(Stored items)
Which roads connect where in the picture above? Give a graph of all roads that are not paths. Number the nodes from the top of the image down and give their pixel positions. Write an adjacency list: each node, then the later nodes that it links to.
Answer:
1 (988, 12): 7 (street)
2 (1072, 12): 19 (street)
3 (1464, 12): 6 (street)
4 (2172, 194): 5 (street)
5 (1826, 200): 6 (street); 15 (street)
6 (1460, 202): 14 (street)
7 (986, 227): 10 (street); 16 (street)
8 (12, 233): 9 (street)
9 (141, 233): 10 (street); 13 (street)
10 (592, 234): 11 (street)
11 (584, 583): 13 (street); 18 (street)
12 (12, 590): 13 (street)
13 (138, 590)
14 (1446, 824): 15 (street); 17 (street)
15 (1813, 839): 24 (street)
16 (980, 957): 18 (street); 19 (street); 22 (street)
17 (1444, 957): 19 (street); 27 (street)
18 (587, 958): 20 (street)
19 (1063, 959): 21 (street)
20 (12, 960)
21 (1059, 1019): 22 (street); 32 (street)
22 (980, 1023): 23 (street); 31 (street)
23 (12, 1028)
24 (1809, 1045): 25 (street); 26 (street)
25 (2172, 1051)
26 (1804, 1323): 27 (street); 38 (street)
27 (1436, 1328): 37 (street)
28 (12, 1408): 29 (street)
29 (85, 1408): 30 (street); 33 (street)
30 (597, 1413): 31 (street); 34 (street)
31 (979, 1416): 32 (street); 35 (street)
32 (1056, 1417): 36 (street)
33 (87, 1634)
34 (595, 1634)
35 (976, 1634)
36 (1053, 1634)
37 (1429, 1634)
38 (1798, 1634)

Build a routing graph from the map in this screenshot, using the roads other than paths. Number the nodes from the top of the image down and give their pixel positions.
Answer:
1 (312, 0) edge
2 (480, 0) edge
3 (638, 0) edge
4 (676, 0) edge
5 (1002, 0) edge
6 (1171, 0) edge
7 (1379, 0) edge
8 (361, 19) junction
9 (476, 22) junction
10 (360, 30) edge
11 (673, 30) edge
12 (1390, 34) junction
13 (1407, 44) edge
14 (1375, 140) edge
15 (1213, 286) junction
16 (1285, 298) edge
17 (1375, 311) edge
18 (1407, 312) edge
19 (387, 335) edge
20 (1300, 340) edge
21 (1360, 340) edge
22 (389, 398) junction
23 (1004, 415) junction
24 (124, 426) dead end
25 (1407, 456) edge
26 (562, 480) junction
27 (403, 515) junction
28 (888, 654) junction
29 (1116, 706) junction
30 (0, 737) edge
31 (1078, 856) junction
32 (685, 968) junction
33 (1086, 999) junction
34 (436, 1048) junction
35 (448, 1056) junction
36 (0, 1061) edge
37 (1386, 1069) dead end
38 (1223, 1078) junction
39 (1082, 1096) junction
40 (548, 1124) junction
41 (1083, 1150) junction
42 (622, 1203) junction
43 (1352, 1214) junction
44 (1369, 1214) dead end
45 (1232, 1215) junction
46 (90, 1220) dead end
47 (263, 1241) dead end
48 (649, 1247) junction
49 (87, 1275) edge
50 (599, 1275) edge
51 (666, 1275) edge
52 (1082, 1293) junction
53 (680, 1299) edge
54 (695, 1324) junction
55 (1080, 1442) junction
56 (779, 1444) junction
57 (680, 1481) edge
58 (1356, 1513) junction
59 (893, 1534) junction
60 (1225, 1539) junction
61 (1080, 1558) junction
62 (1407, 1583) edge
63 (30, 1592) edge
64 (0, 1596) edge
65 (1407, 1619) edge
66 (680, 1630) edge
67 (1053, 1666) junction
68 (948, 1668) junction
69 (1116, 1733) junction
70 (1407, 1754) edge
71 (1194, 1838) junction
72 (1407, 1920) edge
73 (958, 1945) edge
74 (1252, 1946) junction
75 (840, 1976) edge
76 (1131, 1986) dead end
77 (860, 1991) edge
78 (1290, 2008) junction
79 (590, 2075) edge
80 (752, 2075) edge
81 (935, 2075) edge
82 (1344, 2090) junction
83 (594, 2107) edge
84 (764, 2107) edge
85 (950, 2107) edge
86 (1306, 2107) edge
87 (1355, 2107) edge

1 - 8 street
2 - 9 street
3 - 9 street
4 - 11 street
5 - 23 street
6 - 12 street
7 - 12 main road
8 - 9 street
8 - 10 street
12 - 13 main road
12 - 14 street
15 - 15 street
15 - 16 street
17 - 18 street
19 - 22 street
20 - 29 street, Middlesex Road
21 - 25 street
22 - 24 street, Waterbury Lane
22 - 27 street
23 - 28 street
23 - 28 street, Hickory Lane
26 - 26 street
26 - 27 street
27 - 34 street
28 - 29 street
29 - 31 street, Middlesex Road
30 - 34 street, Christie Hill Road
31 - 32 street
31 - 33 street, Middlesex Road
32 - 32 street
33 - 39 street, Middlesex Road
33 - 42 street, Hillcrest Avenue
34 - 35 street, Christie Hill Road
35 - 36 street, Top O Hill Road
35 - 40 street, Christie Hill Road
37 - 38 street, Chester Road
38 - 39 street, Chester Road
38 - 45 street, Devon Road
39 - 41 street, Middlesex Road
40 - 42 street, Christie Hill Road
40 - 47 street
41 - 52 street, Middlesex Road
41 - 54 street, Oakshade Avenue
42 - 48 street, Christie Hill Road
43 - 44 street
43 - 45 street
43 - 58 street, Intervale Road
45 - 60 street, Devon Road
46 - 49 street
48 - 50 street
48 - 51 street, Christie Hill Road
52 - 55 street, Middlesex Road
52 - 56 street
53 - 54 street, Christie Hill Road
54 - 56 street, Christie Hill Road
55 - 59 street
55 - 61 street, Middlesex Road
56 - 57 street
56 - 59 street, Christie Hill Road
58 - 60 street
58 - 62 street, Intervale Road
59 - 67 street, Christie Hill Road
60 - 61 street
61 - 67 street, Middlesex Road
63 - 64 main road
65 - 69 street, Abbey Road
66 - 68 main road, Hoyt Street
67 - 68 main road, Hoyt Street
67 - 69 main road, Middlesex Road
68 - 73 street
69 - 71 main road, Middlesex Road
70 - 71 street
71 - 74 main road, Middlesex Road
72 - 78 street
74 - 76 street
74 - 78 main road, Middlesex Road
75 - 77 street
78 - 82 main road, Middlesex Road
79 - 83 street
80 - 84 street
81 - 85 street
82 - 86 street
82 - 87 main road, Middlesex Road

REQUIRED WORK - Supply the number of lines above that contain the word "paths", and nothing else.

EXPECTED ANSWER - 2